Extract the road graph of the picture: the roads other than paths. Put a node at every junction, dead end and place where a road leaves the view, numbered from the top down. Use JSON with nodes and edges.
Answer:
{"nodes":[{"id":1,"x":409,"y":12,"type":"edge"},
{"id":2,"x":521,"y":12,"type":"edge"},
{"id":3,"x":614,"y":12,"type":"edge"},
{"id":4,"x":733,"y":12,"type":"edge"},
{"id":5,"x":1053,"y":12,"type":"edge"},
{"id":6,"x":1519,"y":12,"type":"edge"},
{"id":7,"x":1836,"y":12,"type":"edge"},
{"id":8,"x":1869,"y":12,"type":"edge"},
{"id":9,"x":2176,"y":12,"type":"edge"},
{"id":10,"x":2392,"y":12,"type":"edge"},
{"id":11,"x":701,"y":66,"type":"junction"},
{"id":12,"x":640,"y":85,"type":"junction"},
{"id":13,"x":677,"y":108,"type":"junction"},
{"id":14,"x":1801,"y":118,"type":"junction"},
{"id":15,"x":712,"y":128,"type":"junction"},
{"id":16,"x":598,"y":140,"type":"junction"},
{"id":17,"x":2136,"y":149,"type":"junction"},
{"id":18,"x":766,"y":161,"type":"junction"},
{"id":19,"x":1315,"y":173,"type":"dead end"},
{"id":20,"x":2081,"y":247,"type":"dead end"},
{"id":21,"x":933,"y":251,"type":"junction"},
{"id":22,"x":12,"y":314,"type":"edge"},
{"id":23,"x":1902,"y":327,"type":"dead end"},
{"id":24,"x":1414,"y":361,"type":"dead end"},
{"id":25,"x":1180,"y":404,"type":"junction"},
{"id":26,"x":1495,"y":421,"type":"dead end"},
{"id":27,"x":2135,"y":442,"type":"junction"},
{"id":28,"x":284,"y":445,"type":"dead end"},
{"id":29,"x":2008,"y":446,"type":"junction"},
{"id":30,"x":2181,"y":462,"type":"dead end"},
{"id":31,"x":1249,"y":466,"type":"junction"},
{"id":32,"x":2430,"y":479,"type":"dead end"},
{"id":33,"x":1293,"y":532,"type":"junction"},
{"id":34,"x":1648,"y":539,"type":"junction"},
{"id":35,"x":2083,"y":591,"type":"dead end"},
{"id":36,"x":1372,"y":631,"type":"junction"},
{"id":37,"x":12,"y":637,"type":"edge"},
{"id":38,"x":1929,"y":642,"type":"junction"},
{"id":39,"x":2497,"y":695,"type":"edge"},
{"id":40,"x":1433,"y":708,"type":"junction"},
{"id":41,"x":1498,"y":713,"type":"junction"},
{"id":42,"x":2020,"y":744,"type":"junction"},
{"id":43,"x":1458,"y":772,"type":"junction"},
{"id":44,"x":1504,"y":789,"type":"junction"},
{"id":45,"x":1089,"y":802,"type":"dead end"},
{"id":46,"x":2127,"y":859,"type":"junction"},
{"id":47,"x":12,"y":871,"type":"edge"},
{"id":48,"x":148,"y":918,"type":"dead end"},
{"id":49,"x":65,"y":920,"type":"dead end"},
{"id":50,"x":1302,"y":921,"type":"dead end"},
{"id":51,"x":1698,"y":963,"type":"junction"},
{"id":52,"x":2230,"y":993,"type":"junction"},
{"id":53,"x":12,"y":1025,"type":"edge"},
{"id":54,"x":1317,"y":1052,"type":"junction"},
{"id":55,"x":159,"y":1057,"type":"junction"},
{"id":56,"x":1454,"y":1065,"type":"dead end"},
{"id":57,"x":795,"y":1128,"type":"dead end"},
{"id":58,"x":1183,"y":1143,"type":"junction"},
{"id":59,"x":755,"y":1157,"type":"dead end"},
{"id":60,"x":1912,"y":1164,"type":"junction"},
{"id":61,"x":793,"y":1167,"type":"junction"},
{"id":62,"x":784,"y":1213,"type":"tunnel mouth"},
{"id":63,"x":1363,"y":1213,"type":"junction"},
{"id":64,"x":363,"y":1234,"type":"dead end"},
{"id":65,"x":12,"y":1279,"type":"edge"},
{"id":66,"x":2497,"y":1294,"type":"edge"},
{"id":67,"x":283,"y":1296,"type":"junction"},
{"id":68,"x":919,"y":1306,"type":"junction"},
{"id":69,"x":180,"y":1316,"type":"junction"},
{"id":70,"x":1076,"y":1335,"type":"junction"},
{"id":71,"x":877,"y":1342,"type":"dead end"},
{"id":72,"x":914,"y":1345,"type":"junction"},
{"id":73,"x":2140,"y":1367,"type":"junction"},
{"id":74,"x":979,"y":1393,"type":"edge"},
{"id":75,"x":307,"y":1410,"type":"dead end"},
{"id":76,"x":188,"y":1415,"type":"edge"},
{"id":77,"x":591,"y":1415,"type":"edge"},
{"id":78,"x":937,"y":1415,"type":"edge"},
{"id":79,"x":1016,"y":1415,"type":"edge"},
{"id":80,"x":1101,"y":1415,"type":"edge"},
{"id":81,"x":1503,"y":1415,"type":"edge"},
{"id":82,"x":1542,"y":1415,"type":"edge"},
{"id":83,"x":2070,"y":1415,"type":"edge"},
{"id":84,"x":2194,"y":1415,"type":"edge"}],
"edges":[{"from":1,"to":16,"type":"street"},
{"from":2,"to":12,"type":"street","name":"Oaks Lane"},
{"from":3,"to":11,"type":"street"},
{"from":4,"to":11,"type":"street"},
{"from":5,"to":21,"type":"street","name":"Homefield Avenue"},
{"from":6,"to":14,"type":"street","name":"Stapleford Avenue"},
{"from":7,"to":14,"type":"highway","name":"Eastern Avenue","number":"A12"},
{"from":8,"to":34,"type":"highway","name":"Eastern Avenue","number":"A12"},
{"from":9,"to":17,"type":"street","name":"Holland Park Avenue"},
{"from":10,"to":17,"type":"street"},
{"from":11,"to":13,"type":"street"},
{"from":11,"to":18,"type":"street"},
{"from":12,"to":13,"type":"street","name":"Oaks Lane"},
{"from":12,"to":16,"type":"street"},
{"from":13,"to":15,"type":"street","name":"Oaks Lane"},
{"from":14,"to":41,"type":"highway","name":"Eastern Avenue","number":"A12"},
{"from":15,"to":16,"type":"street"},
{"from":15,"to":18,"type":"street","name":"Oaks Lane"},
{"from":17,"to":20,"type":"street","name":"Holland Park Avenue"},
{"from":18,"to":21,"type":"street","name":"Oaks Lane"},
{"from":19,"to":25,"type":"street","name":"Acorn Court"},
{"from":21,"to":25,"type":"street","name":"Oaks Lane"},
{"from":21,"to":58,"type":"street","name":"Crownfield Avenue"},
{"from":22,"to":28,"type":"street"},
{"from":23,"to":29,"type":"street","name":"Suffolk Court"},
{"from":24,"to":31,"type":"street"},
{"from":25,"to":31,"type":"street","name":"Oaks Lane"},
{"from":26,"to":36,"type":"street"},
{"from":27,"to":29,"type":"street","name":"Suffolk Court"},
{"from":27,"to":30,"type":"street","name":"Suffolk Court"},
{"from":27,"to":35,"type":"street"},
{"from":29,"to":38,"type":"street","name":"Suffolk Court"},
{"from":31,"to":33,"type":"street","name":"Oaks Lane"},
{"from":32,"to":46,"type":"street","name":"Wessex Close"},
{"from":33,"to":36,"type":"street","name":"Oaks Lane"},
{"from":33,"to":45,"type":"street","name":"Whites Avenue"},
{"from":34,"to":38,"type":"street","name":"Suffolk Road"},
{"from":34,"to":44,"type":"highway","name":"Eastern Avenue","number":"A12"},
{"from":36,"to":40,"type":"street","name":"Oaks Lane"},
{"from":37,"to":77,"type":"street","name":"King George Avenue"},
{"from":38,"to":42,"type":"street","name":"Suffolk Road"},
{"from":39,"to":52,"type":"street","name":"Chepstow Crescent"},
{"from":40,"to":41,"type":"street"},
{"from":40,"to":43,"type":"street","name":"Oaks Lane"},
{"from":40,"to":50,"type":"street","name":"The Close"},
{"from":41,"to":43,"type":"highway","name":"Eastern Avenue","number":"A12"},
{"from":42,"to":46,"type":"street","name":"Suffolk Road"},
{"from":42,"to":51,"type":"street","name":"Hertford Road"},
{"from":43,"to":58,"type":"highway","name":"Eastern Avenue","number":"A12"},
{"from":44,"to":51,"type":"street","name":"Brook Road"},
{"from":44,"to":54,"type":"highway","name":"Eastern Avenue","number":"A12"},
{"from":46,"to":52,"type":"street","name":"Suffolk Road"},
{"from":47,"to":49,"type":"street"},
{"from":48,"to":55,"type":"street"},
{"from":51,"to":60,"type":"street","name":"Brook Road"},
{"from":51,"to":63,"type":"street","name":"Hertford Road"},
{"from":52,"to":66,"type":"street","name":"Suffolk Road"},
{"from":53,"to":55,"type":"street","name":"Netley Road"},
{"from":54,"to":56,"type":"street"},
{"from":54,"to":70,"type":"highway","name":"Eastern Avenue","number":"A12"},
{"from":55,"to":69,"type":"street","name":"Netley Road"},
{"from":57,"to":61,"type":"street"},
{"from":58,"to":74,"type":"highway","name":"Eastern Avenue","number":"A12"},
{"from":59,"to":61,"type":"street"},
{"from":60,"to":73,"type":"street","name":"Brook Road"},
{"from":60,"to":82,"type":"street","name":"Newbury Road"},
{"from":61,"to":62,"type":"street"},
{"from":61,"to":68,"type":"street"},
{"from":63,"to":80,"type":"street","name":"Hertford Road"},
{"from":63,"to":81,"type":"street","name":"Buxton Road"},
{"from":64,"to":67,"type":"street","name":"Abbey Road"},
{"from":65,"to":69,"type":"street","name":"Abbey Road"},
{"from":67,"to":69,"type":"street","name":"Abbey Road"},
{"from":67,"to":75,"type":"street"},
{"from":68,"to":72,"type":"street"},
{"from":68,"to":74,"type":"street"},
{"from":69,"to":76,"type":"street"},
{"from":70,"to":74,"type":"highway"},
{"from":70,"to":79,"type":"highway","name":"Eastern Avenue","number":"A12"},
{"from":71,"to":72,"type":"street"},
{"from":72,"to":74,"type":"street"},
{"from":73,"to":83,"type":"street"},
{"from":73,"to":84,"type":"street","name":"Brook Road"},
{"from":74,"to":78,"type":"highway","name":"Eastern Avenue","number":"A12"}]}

^^^^^^^^^^^^^^^^

For every line of the material that holds the word "Lane", make a copy.

{"from":2,"to":12,"type":"street","name":"Oaks Lane"},
{"from":12,"to":13,"type":"street","name":"Oaks Lane"},
{"from":13,"to":15,"type":"street","name":"Oaks Lane"},
{"from":15,"to":18,"type":"street","name":"Oaks Lane"},
{"from":18,"to":21,"type":"street","name":"Oaks Lane"},
{"from":21,"to":25,"type":"street","name":"Oaks Lane"},
{"from":25,"to":31,"type":"street","name":"Oaks Lane"},
{"from":31,"to":33,"type":"street","name":"Oaks Lane"},
{"from":33,"to":36,"type":"street","name":"Oaks Lane"},
{"from":36,"to":40,"type":"street","name":"Oaks Lane"},
{"from":40,"to":43,"type":"street","name":"Oaks Lane"},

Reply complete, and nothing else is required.